Exercise description
Among the records that follow, count the lines where "item" appears, and state the count by itself.

[[ Source material open ]]

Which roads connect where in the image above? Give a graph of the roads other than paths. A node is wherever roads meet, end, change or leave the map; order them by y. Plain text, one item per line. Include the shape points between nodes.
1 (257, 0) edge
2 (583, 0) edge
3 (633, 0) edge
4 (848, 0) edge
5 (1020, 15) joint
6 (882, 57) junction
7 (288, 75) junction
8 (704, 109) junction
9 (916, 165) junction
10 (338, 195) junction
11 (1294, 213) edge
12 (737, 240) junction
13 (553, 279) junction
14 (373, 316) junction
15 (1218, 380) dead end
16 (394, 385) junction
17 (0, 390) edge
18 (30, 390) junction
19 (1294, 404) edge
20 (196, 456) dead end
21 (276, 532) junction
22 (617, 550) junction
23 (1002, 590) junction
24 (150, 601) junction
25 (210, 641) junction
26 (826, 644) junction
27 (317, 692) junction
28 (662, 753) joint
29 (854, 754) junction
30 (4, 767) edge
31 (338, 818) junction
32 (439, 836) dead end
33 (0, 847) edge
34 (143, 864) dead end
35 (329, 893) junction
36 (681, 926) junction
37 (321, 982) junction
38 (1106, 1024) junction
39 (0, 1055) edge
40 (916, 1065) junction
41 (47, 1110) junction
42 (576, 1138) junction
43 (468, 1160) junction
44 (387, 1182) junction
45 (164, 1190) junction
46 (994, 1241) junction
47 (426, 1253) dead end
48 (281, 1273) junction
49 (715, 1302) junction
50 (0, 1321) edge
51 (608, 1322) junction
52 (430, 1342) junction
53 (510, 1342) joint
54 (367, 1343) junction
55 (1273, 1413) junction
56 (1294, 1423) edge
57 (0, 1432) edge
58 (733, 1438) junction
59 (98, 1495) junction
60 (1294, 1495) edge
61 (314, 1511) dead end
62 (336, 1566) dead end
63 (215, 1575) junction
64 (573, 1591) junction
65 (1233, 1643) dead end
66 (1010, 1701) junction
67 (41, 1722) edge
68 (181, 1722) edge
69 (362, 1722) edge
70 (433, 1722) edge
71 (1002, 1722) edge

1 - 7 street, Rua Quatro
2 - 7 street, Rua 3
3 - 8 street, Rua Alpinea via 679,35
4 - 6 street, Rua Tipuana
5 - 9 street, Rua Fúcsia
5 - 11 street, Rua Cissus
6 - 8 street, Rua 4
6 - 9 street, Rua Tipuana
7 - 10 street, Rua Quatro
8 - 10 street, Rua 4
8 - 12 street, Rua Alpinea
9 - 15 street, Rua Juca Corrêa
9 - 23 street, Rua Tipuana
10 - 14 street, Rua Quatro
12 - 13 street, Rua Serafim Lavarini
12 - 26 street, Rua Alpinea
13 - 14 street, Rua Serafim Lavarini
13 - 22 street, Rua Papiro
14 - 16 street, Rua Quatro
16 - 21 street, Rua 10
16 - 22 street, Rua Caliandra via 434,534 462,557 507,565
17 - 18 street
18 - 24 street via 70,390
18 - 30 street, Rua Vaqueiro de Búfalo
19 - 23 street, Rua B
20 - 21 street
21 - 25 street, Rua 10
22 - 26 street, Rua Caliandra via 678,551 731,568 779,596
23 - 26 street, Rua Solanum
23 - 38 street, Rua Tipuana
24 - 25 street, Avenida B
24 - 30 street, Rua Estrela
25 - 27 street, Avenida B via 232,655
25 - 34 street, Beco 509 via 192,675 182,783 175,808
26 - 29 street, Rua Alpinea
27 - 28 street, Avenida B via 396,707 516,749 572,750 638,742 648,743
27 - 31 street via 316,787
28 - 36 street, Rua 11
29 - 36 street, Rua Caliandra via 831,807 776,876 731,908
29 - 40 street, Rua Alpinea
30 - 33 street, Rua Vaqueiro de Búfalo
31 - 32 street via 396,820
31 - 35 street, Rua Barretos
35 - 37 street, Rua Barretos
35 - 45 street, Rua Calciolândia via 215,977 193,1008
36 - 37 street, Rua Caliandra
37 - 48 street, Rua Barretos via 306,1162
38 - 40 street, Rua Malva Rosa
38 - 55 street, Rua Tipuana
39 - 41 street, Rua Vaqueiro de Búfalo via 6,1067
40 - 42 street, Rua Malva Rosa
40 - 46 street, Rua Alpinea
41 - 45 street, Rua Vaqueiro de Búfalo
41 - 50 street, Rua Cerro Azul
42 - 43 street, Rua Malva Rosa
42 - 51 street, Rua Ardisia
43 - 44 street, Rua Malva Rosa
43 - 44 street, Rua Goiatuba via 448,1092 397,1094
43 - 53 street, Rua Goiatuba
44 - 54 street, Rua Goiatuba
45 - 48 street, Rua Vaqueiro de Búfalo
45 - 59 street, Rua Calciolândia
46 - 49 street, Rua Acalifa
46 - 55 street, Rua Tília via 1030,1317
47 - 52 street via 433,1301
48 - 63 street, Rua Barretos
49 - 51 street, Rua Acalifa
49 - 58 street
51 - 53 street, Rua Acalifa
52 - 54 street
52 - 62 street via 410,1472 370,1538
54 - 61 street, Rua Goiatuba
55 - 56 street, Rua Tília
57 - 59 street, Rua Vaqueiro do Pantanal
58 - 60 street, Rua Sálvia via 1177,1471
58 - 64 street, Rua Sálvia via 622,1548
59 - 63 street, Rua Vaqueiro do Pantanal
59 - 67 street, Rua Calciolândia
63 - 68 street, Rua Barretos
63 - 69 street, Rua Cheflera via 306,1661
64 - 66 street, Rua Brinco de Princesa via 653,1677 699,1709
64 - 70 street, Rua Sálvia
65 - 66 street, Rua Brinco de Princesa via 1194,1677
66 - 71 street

[[ Source material closed ]]
[[ Source material open ]]

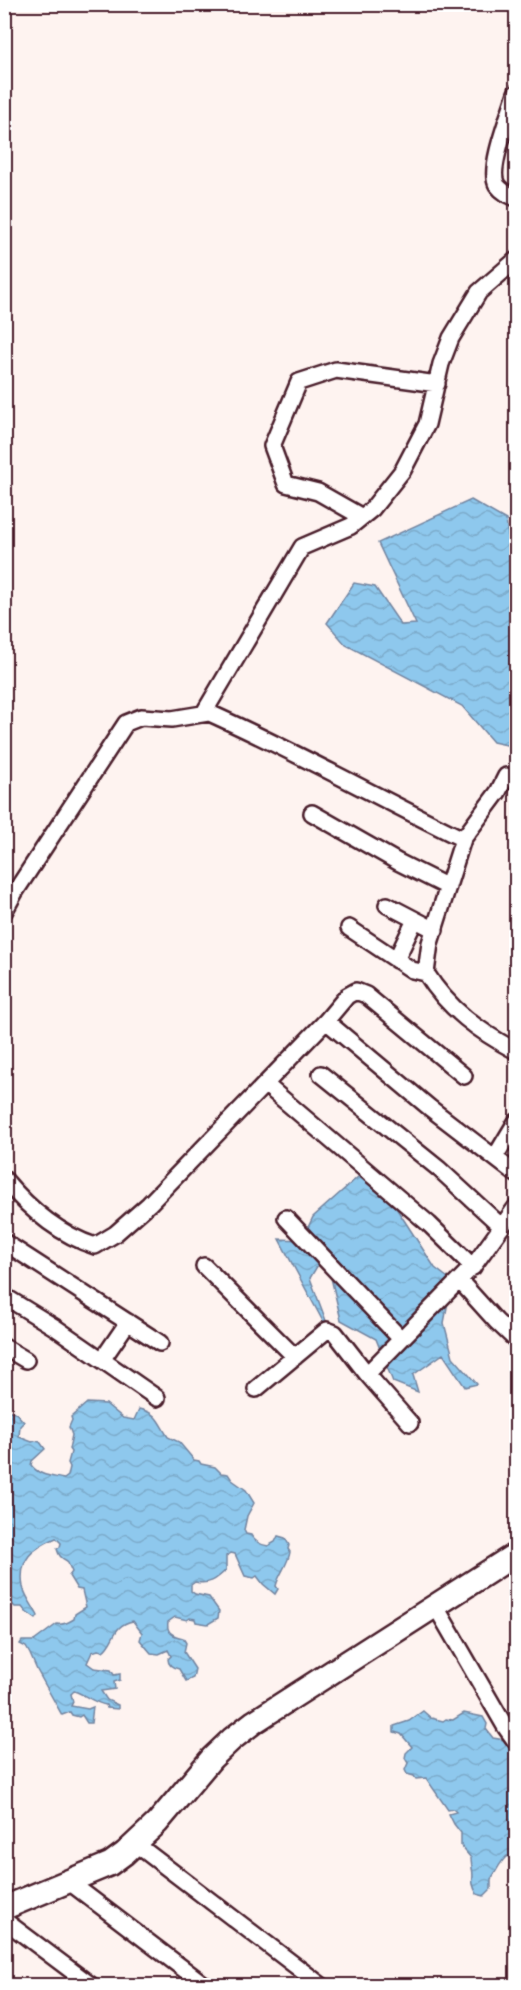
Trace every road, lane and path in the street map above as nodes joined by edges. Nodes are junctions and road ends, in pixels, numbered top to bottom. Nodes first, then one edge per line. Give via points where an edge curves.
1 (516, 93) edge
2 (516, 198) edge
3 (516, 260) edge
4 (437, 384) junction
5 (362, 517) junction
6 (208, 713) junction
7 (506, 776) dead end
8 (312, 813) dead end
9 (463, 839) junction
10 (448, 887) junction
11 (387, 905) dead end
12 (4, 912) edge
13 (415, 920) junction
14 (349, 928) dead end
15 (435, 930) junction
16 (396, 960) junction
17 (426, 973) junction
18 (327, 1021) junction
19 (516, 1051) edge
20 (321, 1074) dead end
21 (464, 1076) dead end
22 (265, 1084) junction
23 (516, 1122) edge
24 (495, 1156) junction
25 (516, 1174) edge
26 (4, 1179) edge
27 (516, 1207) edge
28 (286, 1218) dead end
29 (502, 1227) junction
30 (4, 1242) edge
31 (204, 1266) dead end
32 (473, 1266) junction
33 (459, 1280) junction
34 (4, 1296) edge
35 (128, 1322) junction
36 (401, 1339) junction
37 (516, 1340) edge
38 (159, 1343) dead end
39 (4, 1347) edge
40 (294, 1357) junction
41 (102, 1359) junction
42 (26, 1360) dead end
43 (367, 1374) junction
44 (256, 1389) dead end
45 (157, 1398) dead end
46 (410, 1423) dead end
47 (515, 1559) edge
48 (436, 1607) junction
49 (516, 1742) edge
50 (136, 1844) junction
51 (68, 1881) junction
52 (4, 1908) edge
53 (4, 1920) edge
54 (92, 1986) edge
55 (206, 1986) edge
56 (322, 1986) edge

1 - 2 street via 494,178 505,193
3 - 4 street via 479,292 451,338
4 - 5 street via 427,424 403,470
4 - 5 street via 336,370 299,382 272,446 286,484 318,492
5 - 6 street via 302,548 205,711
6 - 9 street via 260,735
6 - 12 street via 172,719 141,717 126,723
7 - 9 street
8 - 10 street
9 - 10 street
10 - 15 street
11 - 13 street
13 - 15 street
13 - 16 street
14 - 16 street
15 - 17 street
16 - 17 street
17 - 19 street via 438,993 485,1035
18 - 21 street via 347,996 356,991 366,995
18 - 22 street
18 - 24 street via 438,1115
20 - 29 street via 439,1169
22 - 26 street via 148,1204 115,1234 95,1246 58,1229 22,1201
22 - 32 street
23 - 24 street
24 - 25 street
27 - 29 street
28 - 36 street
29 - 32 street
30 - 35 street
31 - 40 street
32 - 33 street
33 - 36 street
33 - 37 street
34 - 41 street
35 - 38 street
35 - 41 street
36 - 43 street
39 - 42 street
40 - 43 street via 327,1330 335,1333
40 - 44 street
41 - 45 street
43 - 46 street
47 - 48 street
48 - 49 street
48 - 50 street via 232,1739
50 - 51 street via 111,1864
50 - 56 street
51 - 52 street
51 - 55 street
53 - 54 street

[[ Source material closed ]]
[[ Source material open ]]

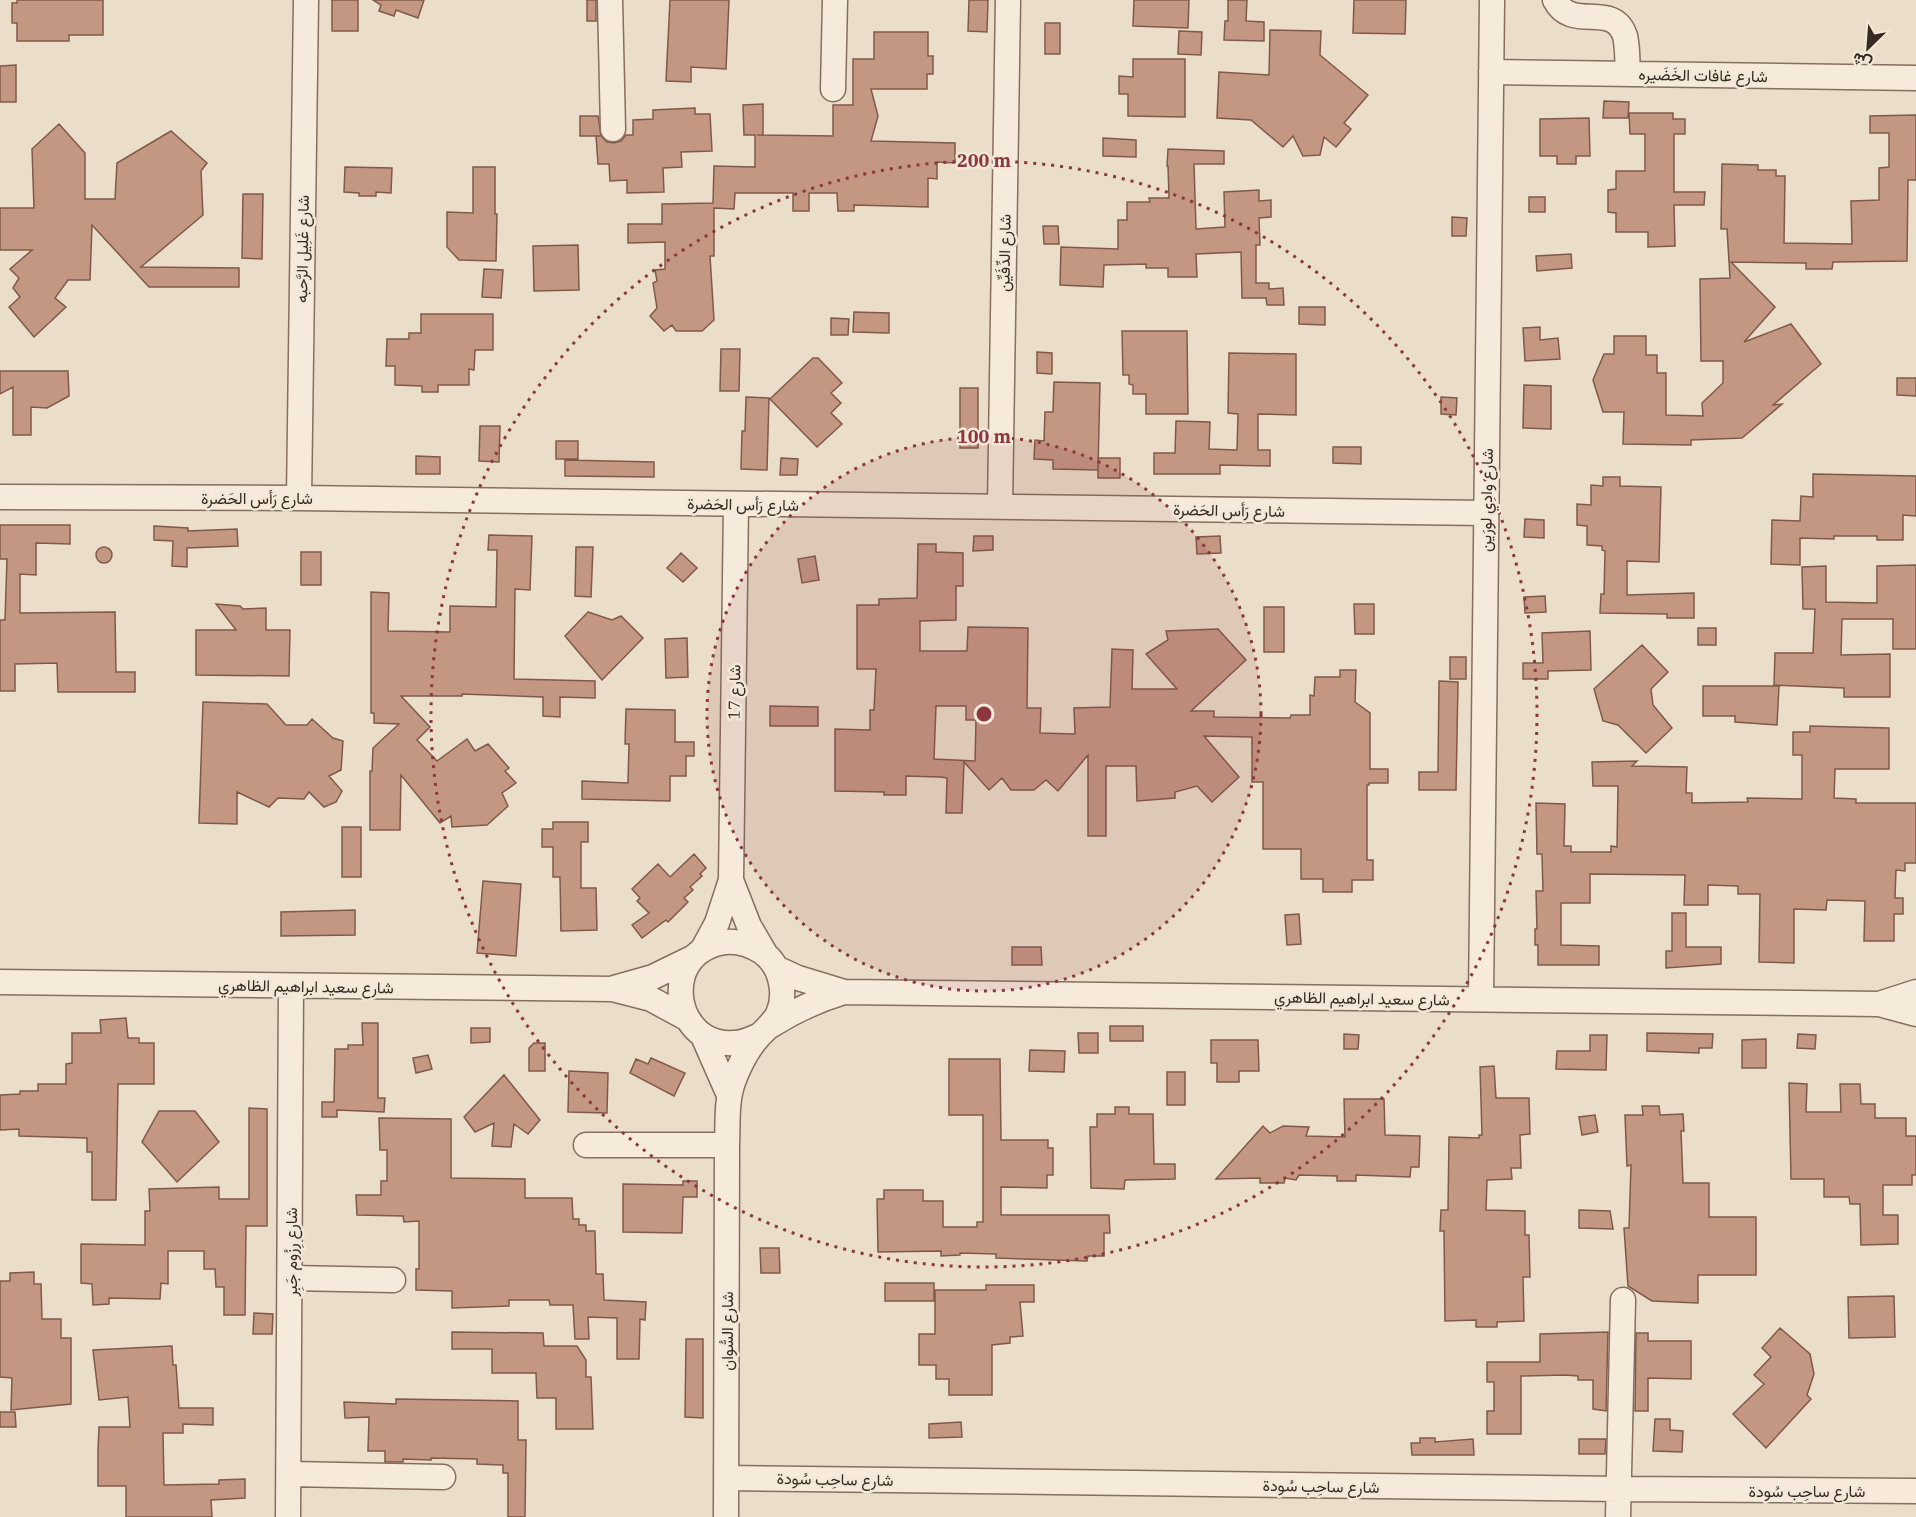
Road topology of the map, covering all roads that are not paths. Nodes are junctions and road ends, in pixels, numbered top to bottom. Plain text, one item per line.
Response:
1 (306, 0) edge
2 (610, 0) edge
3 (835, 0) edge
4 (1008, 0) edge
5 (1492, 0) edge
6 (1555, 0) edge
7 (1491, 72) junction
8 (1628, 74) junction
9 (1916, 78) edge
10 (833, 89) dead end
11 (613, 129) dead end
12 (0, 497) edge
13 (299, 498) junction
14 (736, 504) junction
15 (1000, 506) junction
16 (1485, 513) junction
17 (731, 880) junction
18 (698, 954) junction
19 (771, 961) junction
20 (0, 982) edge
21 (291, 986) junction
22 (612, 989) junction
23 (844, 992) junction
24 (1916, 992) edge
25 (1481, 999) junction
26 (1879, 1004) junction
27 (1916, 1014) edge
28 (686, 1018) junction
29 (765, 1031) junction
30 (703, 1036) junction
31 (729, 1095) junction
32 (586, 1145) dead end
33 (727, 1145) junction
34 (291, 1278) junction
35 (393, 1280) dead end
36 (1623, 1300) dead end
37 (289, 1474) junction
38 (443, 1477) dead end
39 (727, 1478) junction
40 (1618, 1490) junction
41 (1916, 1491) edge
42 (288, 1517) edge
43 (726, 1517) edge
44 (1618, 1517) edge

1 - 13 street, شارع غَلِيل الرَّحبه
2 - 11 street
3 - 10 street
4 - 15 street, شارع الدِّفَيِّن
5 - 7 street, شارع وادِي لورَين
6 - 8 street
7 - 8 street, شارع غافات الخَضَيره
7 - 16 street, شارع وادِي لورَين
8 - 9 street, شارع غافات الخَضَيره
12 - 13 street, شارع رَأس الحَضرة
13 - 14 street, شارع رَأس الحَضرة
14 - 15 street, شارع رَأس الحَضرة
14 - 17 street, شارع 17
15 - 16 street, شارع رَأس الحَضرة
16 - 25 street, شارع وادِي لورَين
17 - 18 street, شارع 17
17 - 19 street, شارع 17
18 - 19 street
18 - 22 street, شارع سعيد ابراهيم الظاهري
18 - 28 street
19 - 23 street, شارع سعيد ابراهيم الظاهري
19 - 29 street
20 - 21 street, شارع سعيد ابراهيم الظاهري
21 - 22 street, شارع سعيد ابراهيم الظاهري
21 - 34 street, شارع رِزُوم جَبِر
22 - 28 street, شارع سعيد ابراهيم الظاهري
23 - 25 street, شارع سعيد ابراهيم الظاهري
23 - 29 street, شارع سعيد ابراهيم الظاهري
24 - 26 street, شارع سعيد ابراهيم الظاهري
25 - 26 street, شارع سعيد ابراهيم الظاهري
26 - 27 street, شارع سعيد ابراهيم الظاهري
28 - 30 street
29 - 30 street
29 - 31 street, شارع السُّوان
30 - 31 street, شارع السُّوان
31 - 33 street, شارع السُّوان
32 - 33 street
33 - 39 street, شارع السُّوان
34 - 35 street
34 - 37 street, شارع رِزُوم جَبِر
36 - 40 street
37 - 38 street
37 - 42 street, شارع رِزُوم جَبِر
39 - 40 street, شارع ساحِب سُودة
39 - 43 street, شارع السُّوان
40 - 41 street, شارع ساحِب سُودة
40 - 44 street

[[ Source material closed ]]

Solution for this exercise
2